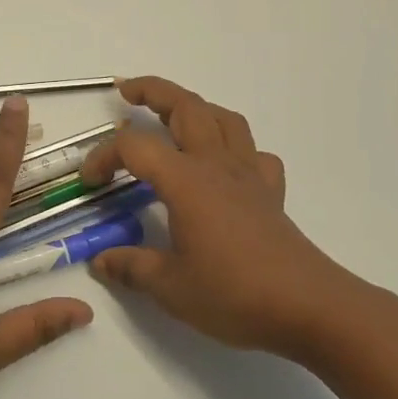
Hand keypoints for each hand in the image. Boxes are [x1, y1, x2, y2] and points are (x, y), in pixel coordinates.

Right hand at [80, 76, 373, 359]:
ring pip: (225, 119)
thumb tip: (101, 261)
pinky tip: (224, 167)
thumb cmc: (234, 294)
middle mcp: (217, 166)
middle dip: (154, 91)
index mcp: (186, 181)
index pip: (135, 147)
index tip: (89, 181)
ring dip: (196, 108)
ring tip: (174, 119)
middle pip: (187, 107)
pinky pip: (254, 154)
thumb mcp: (170, 287)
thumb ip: (131, 267)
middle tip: (127, 92)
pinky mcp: (270, 194)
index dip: (104, 156)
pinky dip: (235, 148)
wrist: (309, 307)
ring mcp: (248, 176)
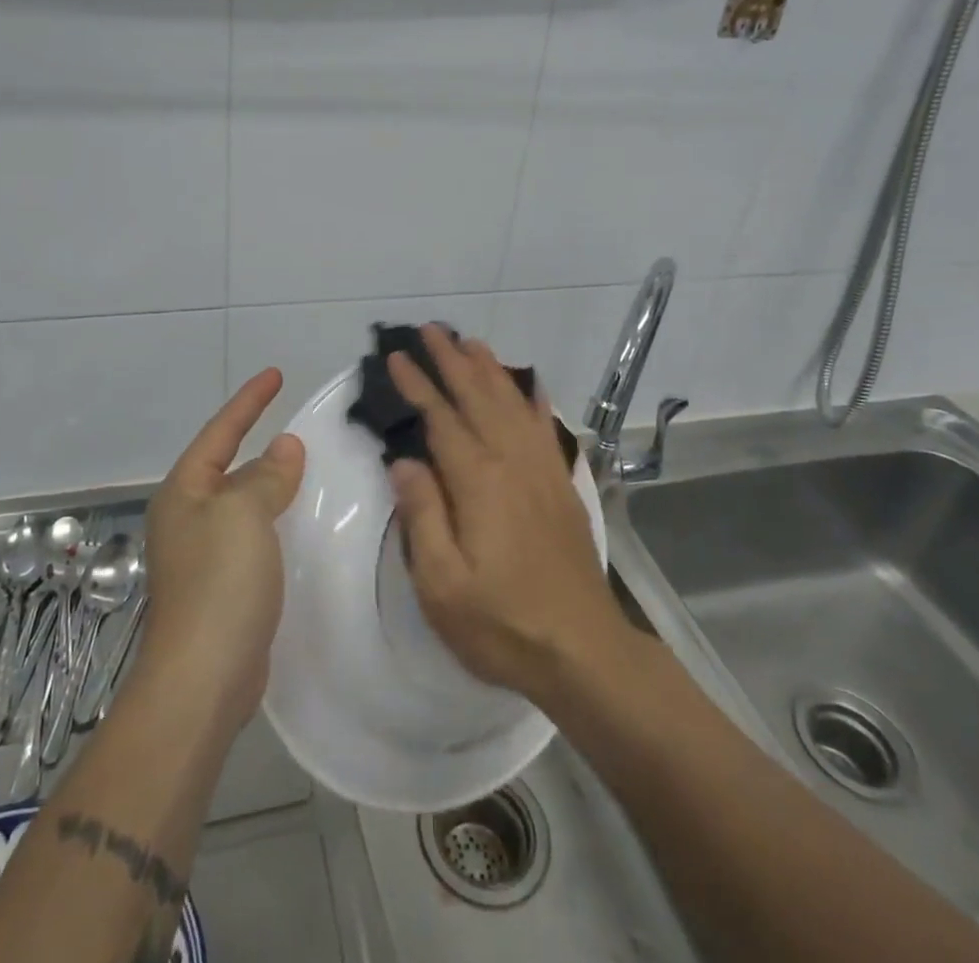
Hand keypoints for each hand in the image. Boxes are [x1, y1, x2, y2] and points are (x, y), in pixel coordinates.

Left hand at [140, 369, 303, 732]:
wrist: (202, 680)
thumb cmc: (219, 583)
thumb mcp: (243, 514)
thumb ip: (266, 476)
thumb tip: (284, 447)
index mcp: (184, 492)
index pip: (220, 432)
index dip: (249, 401)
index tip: (276, 374)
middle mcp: (188, 518)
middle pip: (229, 466)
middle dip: (259, 443)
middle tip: (300, 425)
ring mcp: (205, 556)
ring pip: (244, 504)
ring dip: (273, 484)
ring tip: (310, 468)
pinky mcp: (225, 589)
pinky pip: (255, 537)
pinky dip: (278, 521)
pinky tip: (303, 524)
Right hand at [388, 326, 629, 708]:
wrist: (582, 650)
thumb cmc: (502, 623)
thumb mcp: (442, 585)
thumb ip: (422, 517)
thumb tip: (404, 461)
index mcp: (478, 481)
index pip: (441, 418)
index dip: (417, 385)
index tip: (396, 356)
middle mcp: (511, 462)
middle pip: (477, 397)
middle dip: (451, 360)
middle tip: (430, 329)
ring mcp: (542, 470)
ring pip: (511, 403)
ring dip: (488, 369)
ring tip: (469, 342)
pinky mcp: (561, 485)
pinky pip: (545, 427)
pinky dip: (533, 399)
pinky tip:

================

--- Work order ---
Of all the material above, only the lines from the one that has "ring dip: (196, 108)" down to the one that has "middle dip: (259, 443)" are to be written out, exactly and with both ends included. Pictures are skipped.

--- Task result ---
ring dip: (196, 108)
ring tip: (174, 119)
middle pip: (187, 107)
pinky pip: (254, 154)
thumb mcp: (170, 287)
thumb ip: (131, 267)
middle tip: (127, 92)
pinky mcp: (270, 194)
index dip: (104, 156)
pinky dip: (235, 148)
wrist: (309, 307)
ring mcp: (248, 176)
Hand keypoints for each hand in the image. Boxes are [x1, y1, x2, y2] and points are (x, y), in pixel coordinates.

Left hand at [140, 369, 303, 732]:
wrist: (202, 680)
thumb cmc: (219, 583)
thumb mcp: (243, 514)
thumb ip: (266, 476)
thumb tip: (284, 447)
index mcp: (184, 492)
index pip: (220, 432)
index dip: (249, 401)
index tip: (276, 374)
middle mcp: (188, 518)
middle pip: (229, 466)
middle dip: (259, 443)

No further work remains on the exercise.